SPY, after launching from Q4R1 yesterday, turned right around and broke. This is somewhat like 9/28-30 in reverse (which means potentially bearish, maybe significantly so). However, right now it is still above all pivots and bulls get the benefit of the doubt. Watch the DecP (small orange dots) at 207.51 and below that is the 2HP (larger orange dots) at 205.83. I think the 2HP is the key level here because a break would be the 2nd time after the August drop, and this time after a high test of sorts on 12/1-2 to the 11/3-4Hs.
BUT (this means big but), ES and SPX are holding the level with Q4R1s at 2077 and 2079 respectively. If that breaks, then the DecPs at 2062 and 2072 respectively are the dividing line. Like the Q4R1s, these look to be a bit lower than the SPY version.
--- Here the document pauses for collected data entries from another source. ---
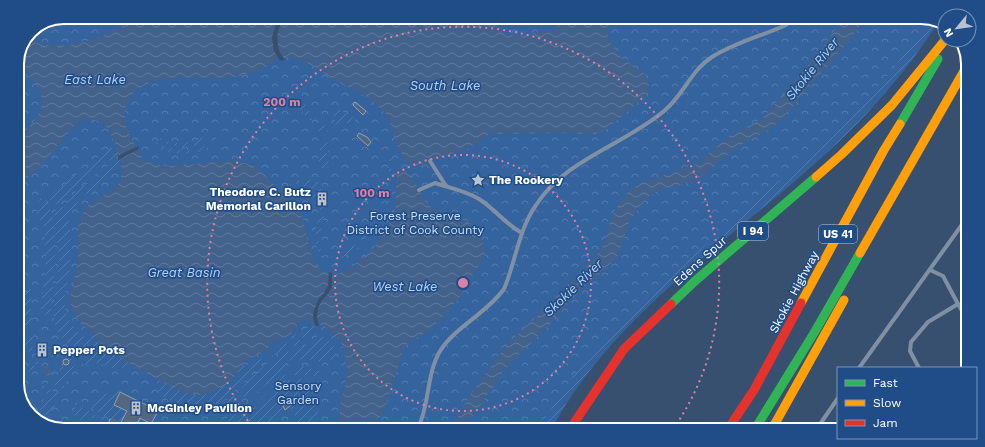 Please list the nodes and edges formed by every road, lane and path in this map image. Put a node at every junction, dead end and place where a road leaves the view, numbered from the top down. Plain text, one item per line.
1 (787, 24) edge
2 (938, 48) edge
3 (945, 48) edge
4 (961, 76) edge
5 (430, 161) dead end
6 (899, 183) junction
7 (446, 186) junction
8 (418, 190) dead end
9 (961, 226) edge
10 (522, 233) junction
11 (930, 270) junction
12 (958, 304) junction
13 (961, 309) edge
14 (860, 367) edge
15 (918, 367) edge
16 (837, 399) edge
17 (420, 423) edge
18 (573, 423) edge
19 (732, 423) edge
20 (759, 423) edge
21 (775, 423) edge
22 (821, 423) edge

1 - 10 lane
2 - 18 highway, Edens Spur / I 94
3 - 19 highway, Skokie Highway / US 41
4 - 6 highway
5 - 7 lane
6 - 20 highway, US 41
6 - 21 highway
7 - 8 lane
7 - 10 lane
9 - 11 lane
10 - 17 lane
11 - 12 lane
11 - 14 lane
12 - 13 lane
12 - 15 lane
16 - 22 lane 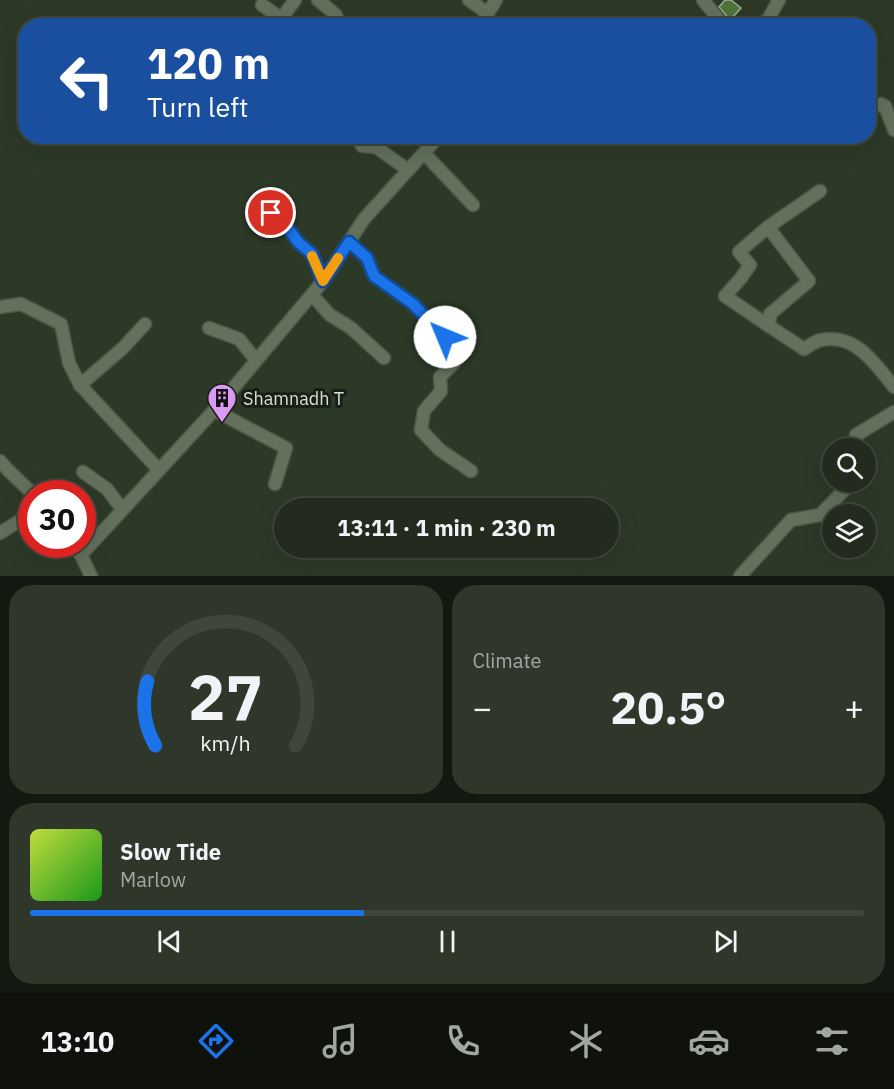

The reasons I have for concern are: QQQ exact tag of Q4R1 and clear rejection, DIA Q4R1 exact tag and clear rejection, and NYA (key institutional index) failing to rally above its YP on 12/1 which would have really helped to confirm the bull case (alas). From the way I count, this means 3 of 5 main USA indexes had bearish pivot action today, and that can be enough to start a drop that matters. This will be much worse if the king benchmark SPX also confirms, so watch the support area outlined above very carefully from here.
Supplemental indicators are leaning bearish but overall really still a mixed bag. TLT held its YP weeks ago, and even slightly reclaimed its Q4P today. I consider this bearish for stocks. XIV not helping by rejecting its Q4P, but still holding DecP which is worth watching from here. However, VIX is still under all pivots so the sell-off isn't really confirmed yet. I recommend watching all these levels on Thursday, along with the ES and SPX levels mentioned above.
At this point, due to structure, if everything looked bearish then I'd reduce USA winners AND add shorts again via FXI, EEM, PIN, and possibly RSX, some EWZ too if it stays under all pivots. This is contrast to the 11/9 idea which was holding all USA longs, and simply adding some hedges. Of course there are other ways; through VIX, puts, futures, 3x inverse ETFs, etc, all depending on what you are managing.
That said if ES and SPX hold their support, and SPY reclaims the Q4R1 then hedge or short idea is off and rally continues. Also, it is worth nothing that QQQ (ie NQ / NDX) has saved the market at every point this year, including the August low, end September low, 10/13-14 drop and also on the 11/13-14 pullback. So if QQQ holds its DecP, other indexes can come back too.